What needs to be done: Could you print all the entries below exactly as they appear, omitting the pictures?

== Segment start ==

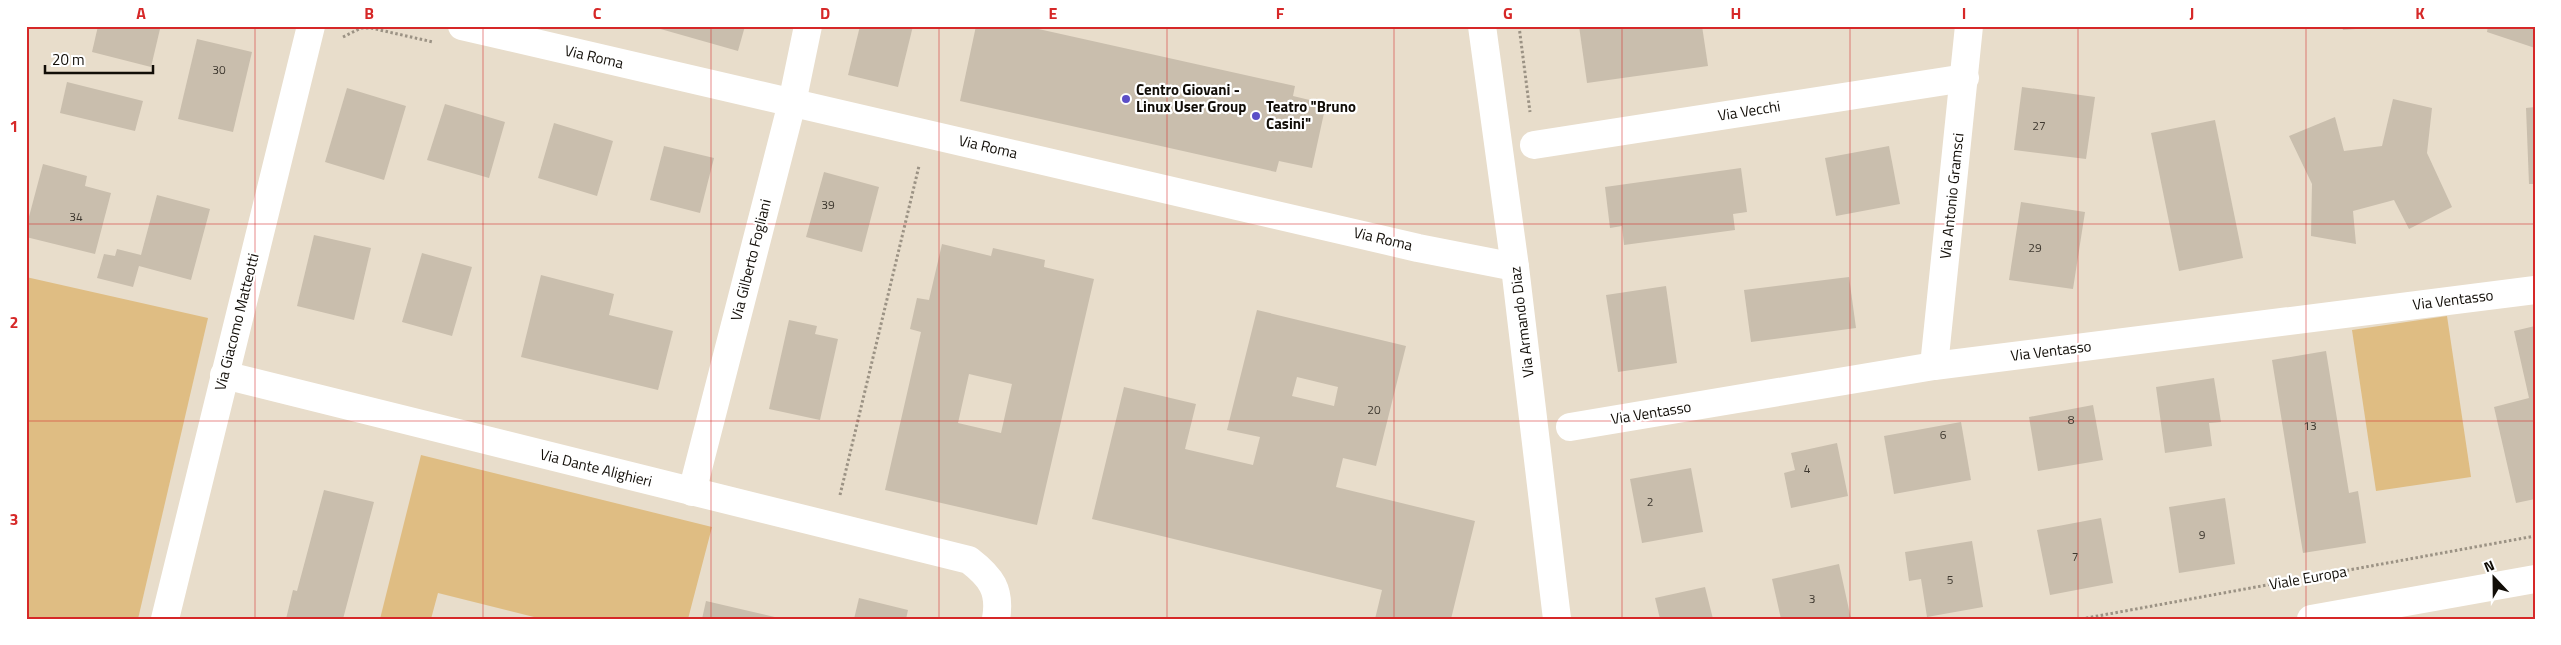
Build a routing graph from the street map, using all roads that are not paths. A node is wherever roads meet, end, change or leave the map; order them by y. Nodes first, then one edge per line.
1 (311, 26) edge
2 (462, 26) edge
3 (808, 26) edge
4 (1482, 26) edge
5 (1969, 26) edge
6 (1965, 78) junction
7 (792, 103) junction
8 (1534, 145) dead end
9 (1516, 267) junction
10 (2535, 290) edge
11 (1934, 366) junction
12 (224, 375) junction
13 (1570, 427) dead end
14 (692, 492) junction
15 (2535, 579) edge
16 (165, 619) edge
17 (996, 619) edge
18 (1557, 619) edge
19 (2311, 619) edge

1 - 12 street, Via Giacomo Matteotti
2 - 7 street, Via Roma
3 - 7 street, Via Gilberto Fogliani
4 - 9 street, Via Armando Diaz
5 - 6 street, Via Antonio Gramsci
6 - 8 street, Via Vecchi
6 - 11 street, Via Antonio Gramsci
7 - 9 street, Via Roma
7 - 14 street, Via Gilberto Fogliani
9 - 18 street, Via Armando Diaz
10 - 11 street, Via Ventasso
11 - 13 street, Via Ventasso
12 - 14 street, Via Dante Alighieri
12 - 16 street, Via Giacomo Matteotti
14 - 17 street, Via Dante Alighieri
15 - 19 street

== Segment end ==

Answer box:
Build a routing graph from the street map, using all roads that are not paths. A node is wherever roads meet, end, change or leave the map; order them by y. Nodes first, then one edge per line.
1 (311, 26) edge
2 (462, 26) edge
3 (808, 26) edge
4 (1482, 26) edge
5 (1969, 26) edge
6 (1965, 78) junction
7 (792, 103) junction
8 (1534, 145) dead end
9 (1516, 267) junction
10 (2535, 290) edge
11 (1934, 366) junction
12 (224, 375) junction
13 (1570, 427) dead end
14 (692, 492) junction
15 (2535, 579) edge
16 (165, 619) edge
17 (996, 619) edge
18 (1557, 619) edge
19 (2311, 619) edge

1 - 12 street, Via Giacomo Matteotti
2 - 7 street, Via Roma
3 - 7 street, Via Gilberto Fogliani
4 - 9 street, Via Armando Diaz
5 - 6 street, Via Antonio Gramsci
6 - 8 street, Via Vecchi
6 - 11 street, Via Antonio Gramsci
7 - 9 street, Via Roma
7 - 14 street, Via Gilberto Fogliani
9 - 18 street, Via Armando Diaz
10 - 11 street, Via Ventasso
11 - 13 street, Via Ventasso
12 - 14 street, Via Dante Alighieri
12 - 16 street, Via Giacomo Matteotti
14 - 17 street, Via Dante Alighieri
15 - 19 street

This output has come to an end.